*Your objective*: Transcribe exactly the lines from the one holding "ring dip: (1201, 1000)" to the end of the data below, including both of those lines and no others.

[Provided information Boundary: Start]

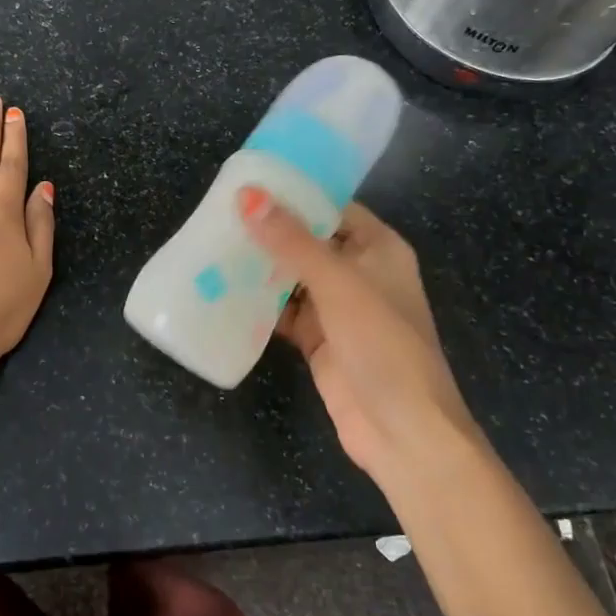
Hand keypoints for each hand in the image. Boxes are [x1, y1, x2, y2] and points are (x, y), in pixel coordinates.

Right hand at [240, 189, 476, 481]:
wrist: (403, 432)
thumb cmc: (382, 345)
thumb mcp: (338, 284)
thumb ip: (291, 241)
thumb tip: (248, 196)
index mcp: (377, 249)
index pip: (332, 208)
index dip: (295, 194)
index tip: (249, 183)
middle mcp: (359, 273)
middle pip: (308, 241)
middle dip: (269, 231)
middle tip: (218, 214)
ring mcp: (338, 309)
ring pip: (292, 277)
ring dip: (260, 267)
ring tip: (212, 246)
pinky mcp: (319, 340)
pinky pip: (284, 312)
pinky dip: (259, 304)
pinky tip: (223, 291)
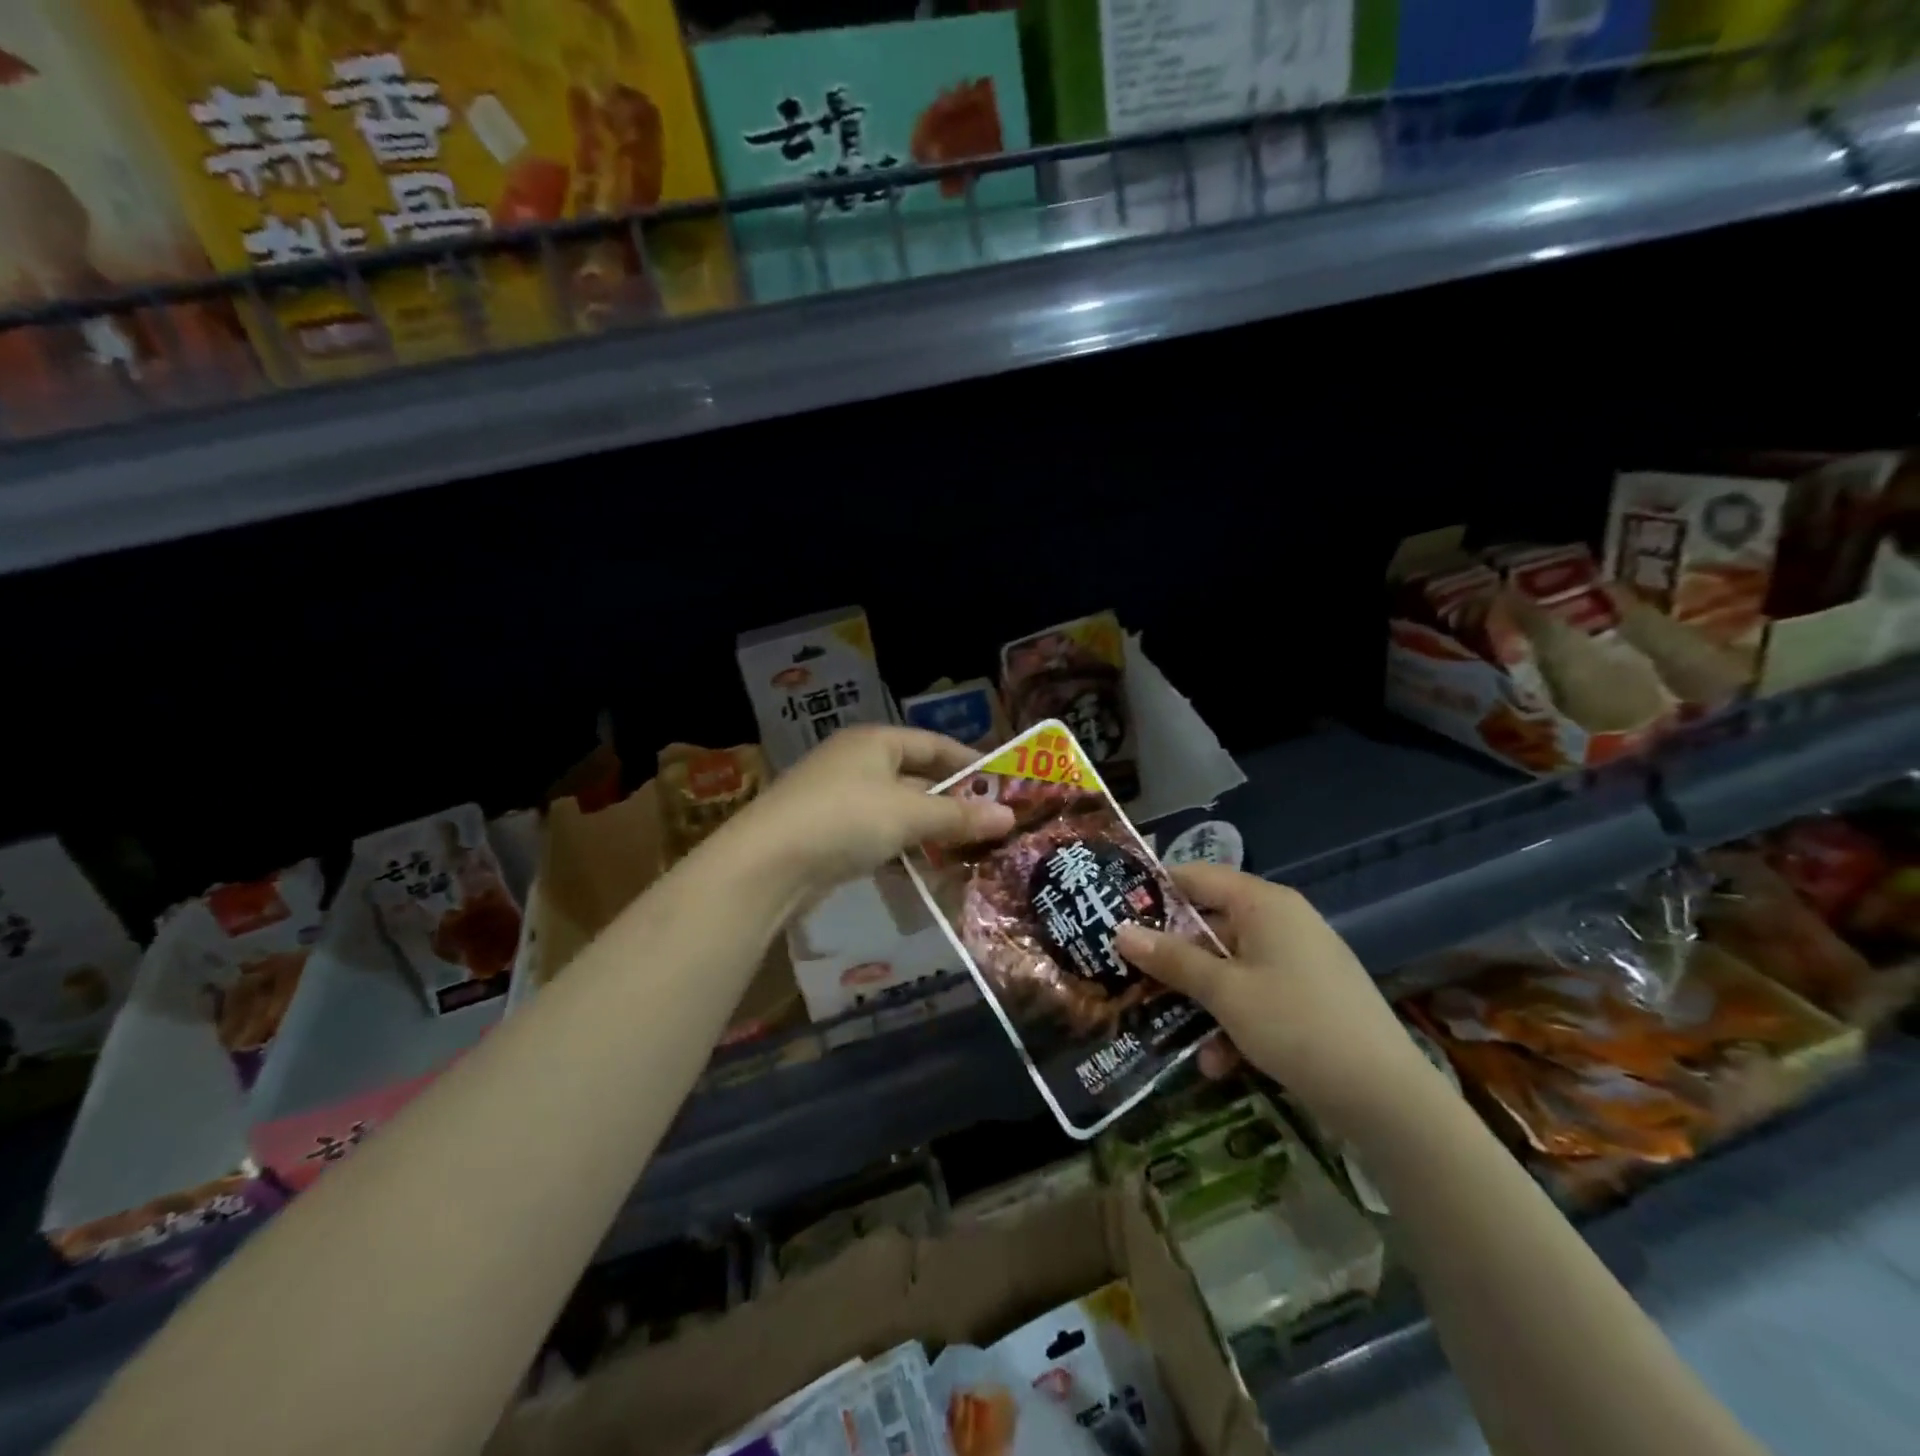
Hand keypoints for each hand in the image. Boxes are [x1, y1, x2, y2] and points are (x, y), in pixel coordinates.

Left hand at [723, 726, 1015, 896]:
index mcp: (874, 741)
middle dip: (952, 802)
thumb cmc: (845, 819)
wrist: (766, 865)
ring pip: (897, 810)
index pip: (934, 744)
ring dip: (929, 829)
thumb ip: (958, 816)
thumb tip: (1009, 817)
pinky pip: (877, 835)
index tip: (1004, 785)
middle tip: (991, 824)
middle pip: (916, 777)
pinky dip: (902, 849)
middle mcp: (855, 762)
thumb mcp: (908, 815)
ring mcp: (838, 799)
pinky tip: (925, 869)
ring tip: (967, 850)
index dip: (970, 762)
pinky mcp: (827, 835)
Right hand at [1116, 865, 1433, 1132]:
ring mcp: (1300, 961)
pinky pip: (1257, 996)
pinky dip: (1234, 1022)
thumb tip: (1121, 931)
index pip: (1197, 877)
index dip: (1155, 890)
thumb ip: (1172, 959)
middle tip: (1130, 973)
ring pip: (1231, 967)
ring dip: (1201, 1000)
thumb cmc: (1295, 1025)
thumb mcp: (1224, 992)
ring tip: (1168, 1031)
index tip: (1115, 910)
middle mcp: (1282, 922)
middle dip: (1173, 957)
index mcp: (1264, 904)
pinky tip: (1217, 1064)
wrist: (1387, 1099)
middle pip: (1212, 925)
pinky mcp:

[Provided information Boundary: End]

*Response for this exercise*:
ring dip: (1201, 1000)
thumb cmc: (1295, 1025)
thumb mcp: (1224, 992)
ring tip: (1168, 1031)
index tip: (1115, 910)
middle mcp: (1282, 922)
middle dip: (1173, 957)
index mcp: (1264, 904)
pinky tip: (1217, 1064)
wrist: (1387, 1099)
middle pip: (1212, 925)
pinky mcp:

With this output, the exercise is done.